Ese calendario la vuelve noticia ahora mismo porque coloca a Parsons, de 20 años, frente a un público mucho más amplio que el de sus cortos en internet. También responde la primera pregunta que muchos lectores hacen al buscar la película: quién la dirigió. Parsons lo hizo a partir de un guion de Will Soodik, en una adaptación que traslada su idea original al circuito comercial internacional.
En pantalla, la historia se centra en Clark, interpretado por Chiwetel Ejiofor, un arquitecto fracasado, separado de su esposa y alcohólico que administra una tienda de muebles baratos llamada Cap’n Clark’s Ottoman Empire. Vive allí mismo y duerme en una de las camas de los pequeños decorados de dormitorio que vende, un detalle que encaja con la vida aplastada del personaje y con el mundo cerrado de la película. Mary, interpretada por Renate Reinsve, completa el eje dramático de una cinta ambientada a comienzos de los 90.

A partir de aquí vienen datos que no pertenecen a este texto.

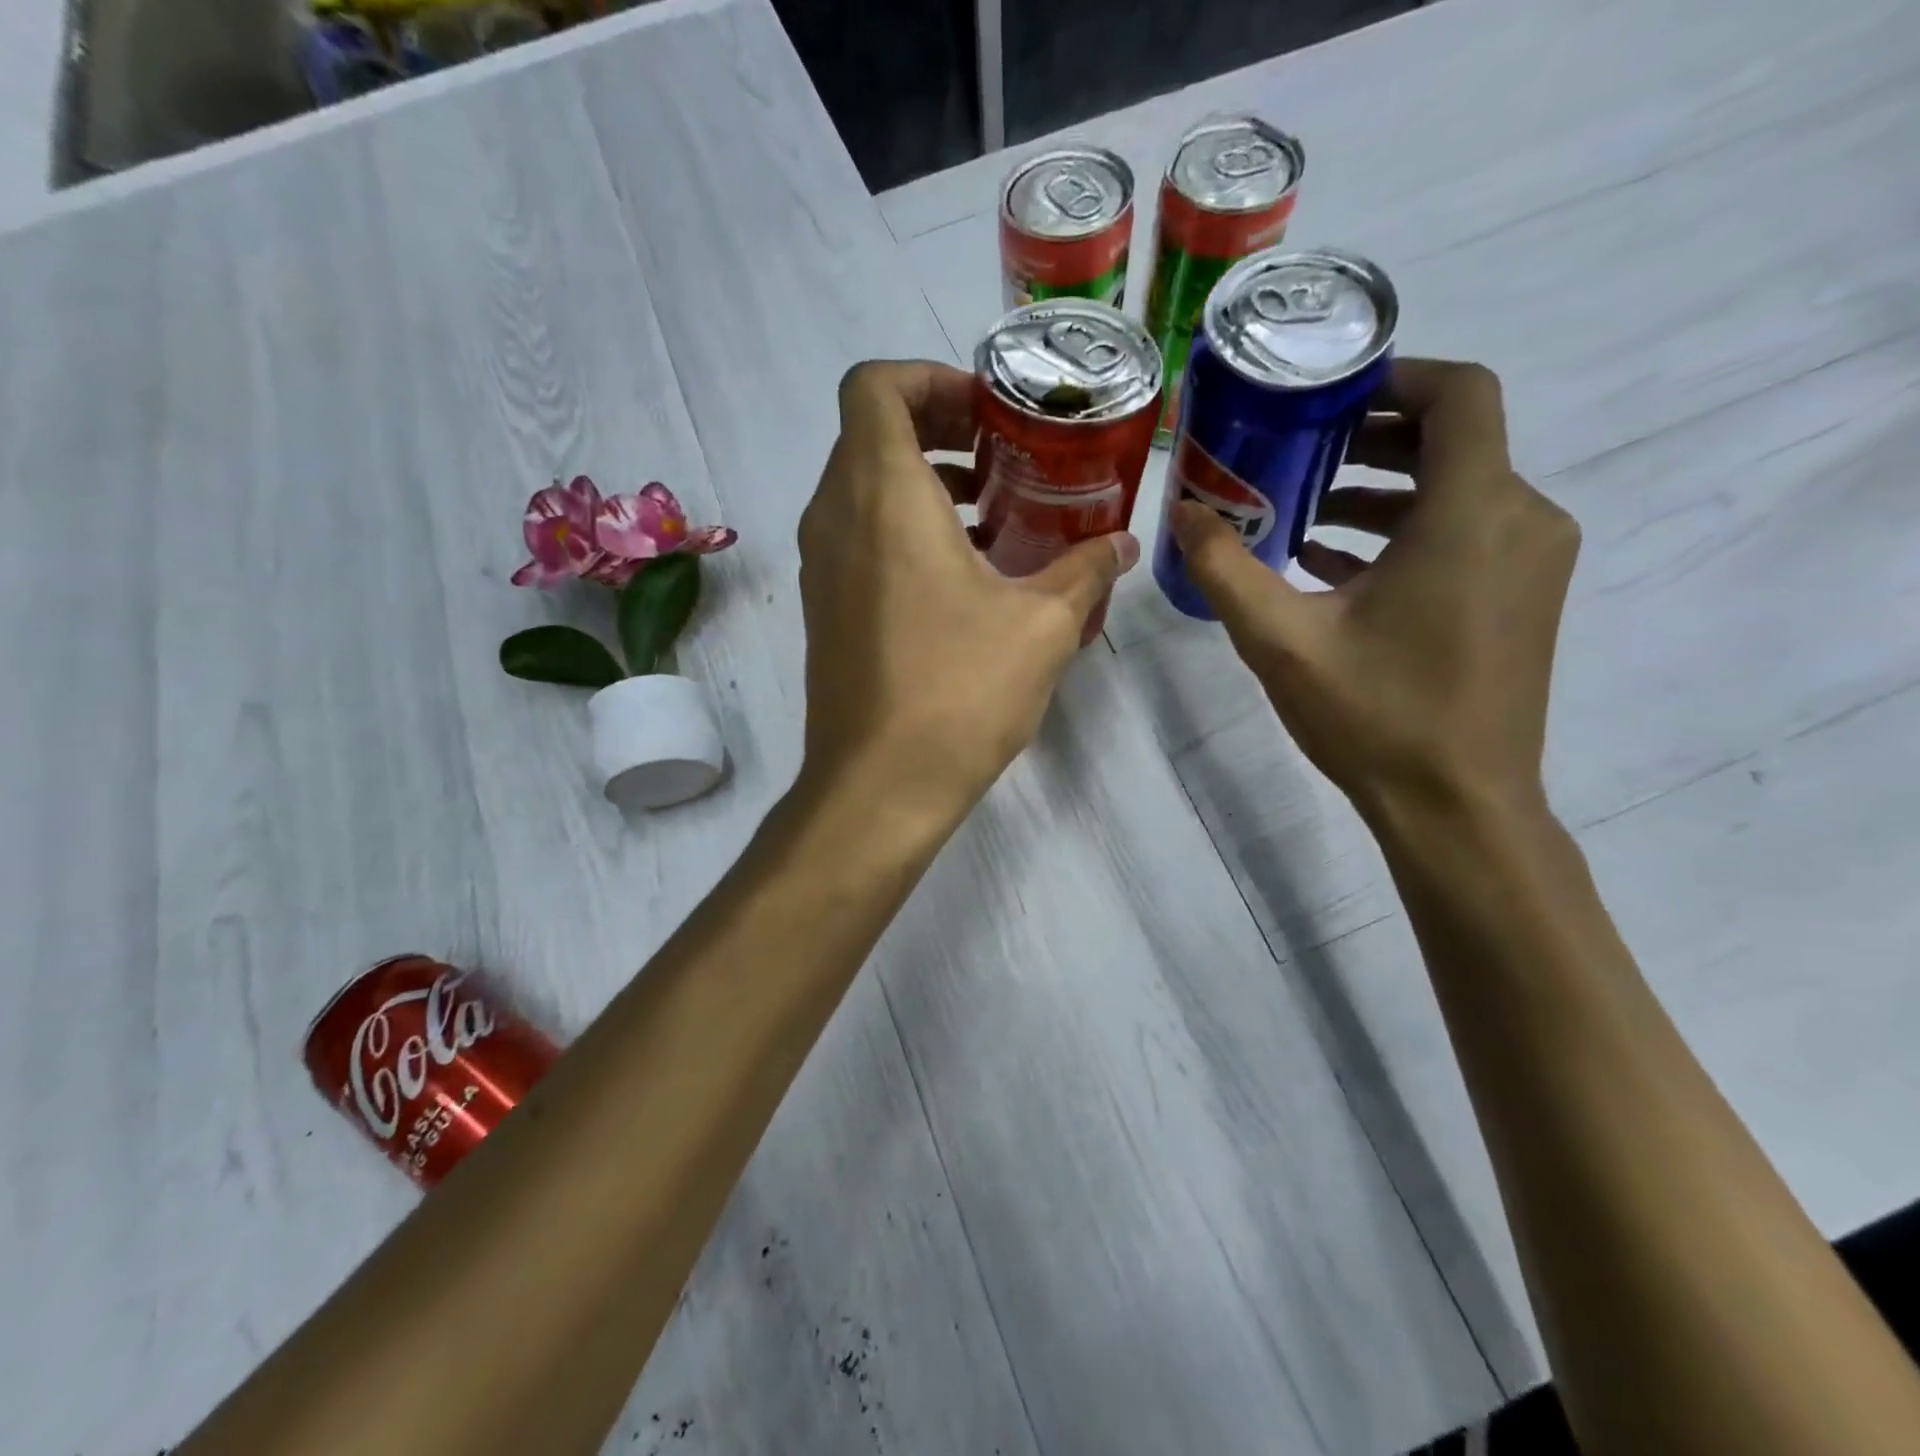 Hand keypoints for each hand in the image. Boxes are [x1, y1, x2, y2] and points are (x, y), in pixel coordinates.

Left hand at [795, 360, 1138, 820]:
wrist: (879, 785)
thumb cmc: (959, 692)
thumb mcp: (1043, 625)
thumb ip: (1087, 569)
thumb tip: (1122, 543)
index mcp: (882, 496)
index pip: (875, 385)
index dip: (930, 378)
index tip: (989, 412)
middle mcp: (835, 517)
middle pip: (870, 432)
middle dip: (938, 427)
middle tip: (1004, 455)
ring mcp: (821, 566)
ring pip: (862, 487)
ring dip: (923, 482)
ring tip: (993, 513)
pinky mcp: (825, 607)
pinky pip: (857, 537)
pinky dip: (903, 528)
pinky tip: (963, 573)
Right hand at [1169, 358, 1578, 819]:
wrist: (1457, 805)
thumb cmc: (1374, 715)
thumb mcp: (1280, 640)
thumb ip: (1224, 567)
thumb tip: (1181, 511)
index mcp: (1472, 512)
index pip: (1461, 393)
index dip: (1397, 377)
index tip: (1328, 396)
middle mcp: (1521, 519)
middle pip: (1454, 440)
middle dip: (1372, 438)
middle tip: (1296, 454)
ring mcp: (1531, 561)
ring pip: (1458, 490)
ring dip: (1383, 490)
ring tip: (1303, 515)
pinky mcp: (1523, 597)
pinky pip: (1466, 535)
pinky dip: (1406, 532)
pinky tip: (1335, 566)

Clark descubre en el sótano una sección de pared con una porosidad sobrenatural. Al atravesarla, entra en una red secreta de backrooms que parece no tener fin. Mary va en su búsqueda y también queda atrapada mientras intenta salir. La producción visual corre a cargo de Danny Vermette, con fotografía de Jeremy Cox, y sostiene una película que se mueve entre la desorientación y el miedo físico.
Ahí aparece la fricción que hace que Backrooms Movie no sea solo otra pieza de horror conceptual. Puede leerse como una metáfora de la memoria y de la realidad, pero al mismo tiempo insiste en que los backrooms simplemente existen. Esa doble vía le da al filme una rareza poco común: no obliga a elegir entre símbolo y lugar, entre psicología y espacio.
La película llega además con el peso de su origen digital. Backrooms se presenta como una cinta de horror conceptual basada en la serie web de Parsons, y su paso al largometraje lo empuja a comparaciones con el J-horror, la franquicia found footage V/H/S, Severance y The Rehearsal. Lo que sigue sin aclararse es cuánto se mantiene pegada la película a aquella serie que la inspiró. Por ahora, lo seguro es que Parsons ya tiene su debut en salas y que, tras este estreno en tres mercados, su siguiente movimiento detrás de cámara todavía no está escrito.